El primer recorrido obligado para el pescador aficionado consiste en cubrir los 21Kms. que separan a la ciudad de la famosa boca del Chimehuín, río reconocido como uno de los mejores sitios para la práctica en la modalidad fly casting y la captura de codiciados salmones y truchas.

Expertos se reúnen cada temporada para dar con especies exóticas como la trucha Arco Iris, Marrón, Fontinalis y Salmón Encerrado. Es que en sus 53 kilómetros, y hasta su confluencia con el río Collón Cura, el Chimehuín ofrece las mejores posibilidades en cuanto a tamaño y calidad de los ejemplares.

Desde allí se puede recorrer la costa del lago Huechulafquen por un camino rodeado de gigantescos árboles y praderas verdes. El camino llega hasta Puerto Canoa, punto de unión con el lago Paimún que se extiende hasta la frontera con Chile.
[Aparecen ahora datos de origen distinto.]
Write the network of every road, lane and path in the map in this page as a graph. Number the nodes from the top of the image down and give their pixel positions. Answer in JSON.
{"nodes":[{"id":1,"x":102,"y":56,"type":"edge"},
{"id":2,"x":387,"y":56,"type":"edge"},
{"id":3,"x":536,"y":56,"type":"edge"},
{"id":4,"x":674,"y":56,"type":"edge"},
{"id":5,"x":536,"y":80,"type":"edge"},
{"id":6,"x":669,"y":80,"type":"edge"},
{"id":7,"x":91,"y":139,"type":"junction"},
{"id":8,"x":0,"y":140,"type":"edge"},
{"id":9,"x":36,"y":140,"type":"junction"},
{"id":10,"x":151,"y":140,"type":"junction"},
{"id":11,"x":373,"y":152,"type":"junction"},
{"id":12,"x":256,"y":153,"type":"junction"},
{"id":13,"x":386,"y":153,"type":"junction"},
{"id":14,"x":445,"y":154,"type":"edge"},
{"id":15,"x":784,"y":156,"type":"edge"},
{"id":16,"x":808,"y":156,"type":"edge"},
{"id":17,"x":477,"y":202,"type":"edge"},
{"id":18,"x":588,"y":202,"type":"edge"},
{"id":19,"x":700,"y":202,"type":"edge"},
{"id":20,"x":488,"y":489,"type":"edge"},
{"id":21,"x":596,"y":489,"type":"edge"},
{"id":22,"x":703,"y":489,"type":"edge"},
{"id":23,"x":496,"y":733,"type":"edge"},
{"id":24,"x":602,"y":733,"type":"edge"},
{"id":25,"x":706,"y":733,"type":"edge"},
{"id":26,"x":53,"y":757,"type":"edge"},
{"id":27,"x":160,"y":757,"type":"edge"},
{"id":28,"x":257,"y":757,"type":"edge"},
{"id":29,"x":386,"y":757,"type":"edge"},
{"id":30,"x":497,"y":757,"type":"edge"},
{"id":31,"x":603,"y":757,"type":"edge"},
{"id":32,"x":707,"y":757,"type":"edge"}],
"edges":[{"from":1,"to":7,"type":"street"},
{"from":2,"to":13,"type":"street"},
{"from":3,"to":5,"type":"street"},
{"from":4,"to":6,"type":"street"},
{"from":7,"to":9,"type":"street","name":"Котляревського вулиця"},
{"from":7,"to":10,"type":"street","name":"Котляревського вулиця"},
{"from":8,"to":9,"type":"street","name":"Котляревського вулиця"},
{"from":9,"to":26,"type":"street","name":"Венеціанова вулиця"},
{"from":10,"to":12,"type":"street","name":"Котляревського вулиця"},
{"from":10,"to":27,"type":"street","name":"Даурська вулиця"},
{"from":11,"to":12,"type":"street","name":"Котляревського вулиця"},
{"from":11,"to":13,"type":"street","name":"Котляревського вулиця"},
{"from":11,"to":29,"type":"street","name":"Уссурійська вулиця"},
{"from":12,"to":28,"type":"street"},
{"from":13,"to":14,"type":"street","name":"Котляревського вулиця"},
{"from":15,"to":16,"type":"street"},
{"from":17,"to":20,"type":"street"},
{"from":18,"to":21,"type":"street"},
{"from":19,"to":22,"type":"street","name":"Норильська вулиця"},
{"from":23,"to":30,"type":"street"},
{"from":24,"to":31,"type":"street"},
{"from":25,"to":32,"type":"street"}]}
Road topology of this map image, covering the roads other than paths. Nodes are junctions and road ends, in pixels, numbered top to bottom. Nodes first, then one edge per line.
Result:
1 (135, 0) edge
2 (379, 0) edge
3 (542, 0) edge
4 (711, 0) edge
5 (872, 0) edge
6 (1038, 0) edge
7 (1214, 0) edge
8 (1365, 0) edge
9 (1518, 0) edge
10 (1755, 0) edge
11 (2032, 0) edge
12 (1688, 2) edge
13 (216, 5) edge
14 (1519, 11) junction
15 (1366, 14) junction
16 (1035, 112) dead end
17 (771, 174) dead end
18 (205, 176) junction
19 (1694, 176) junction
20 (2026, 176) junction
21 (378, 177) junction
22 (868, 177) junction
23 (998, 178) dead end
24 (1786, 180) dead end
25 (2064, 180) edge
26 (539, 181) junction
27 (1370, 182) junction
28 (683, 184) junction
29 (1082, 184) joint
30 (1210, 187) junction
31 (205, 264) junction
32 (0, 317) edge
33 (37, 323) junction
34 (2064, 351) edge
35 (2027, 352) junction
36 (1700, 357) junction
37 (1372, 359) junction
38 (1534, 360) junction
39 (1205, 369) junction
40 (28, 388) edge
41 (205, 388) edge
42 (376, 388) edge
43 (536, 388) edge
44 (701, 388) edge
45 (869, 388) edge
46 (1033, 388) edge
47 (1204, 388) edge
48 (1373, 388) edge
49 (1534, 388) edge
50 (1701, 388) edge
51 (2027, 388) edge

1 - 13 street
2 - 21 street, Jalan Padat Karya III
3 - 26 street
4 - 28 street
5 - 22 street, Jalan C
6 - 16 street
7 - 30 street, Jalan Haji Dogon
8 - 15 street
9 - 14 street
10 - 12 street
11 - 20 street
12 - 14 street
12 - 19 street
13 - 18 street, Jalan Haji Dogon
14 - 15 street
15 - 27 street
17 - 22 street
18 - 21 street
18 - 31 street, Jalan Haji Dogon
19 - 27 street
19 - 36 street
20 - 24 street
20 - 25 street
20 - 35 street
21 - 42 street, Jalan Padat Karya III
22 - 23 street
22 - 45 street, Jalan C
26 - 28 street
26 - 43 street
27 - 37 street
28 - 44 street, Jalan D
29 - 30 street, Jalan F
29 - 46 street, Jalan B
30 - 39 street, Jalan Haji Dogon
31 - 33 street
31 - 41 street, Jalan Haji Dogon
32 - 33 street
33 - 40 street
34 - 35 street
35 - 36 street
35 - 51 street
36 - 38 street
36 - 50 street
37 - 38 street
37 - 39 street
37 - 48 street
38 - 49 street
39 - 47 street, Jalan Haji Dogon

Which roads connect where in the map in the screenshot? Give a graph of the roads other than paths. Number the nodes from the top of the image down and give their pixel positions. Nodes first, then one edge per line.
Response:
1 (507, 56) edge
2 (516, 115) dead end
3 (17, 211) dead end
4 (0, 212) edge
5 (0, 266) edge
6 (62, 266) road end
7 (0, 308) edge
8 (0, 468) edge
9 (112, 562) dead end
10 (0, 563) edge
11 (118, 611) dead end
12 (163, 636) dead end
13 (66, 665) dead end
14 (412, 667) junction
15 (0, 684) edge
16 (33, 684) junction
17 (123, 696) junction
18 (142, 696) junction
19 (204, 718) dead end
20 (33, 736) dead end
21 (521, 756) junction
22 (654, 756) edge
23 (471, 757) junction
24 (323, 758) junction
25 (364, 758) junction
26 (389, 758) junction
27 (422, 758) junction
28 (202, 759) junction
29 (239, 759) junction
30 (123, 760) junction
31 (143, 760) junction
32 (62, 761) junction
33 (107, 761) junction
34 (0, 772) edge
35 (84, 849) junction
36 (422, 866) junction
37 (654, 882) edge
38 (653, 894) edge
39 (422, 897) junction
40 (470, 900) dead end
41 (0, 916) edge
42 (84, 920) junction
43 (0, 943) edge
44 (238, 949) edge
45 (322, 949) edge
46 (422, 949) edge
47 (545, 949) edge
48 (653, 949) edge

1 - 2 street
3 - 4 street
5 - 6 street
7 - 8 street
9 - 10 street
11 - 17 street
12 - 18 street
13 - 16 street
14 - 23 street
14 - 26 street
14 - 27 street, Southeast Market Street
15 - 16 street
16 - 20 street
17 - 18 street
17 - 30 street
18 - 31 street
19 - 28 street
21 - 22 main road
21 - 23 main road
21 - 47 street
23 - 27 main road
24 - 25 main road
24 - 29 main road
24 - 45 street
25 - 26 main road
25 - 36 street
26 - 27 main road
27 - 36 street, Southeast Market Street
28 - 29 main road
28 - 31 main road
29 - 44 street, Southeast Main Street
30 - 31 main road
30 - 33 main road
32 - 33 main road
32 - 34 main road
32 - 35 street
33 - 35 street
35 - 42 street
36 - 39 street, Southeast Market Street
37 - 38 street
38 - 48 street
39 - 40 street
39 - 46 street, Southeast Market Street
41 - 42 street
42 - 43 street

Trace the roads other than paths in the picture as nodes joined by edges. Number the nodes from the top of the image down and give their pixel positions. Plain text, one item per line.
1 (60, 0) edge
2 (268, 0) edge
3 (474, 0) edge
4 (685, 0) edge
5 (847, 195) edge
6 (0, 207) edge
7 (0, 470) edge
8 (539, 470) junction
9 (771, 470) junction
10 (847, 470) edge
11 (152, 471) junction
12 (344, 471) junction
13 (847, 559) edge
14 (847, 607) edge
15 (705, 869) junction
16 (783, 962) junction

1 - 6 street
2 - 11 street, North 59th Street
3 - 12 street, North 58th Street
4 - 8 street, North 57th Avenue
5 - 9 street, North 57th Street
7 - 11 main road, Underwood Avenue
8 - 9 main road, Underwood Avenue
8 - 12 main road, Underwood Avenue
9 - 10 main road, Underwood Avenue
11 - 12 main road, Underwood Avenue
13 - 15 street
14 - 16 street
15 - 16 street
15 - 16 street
El puerto ofrece imperdibles excursiones lacustres, y la zona que lo circunda se halla colmada de excelentes espacios pesqueros.

Entre los ríos es ineludible hacer referencia al Malleo, un rico pesquero ubicado en tierras de la comunidad mapuche Painefilú y a cuyas costas se accede con el abono de un mínimo costo; el Aluminé, el Quillén y el Curruhué. La mayoría de estos cursos permiten únicamente la pesca con mosca y de devolución obligatoria.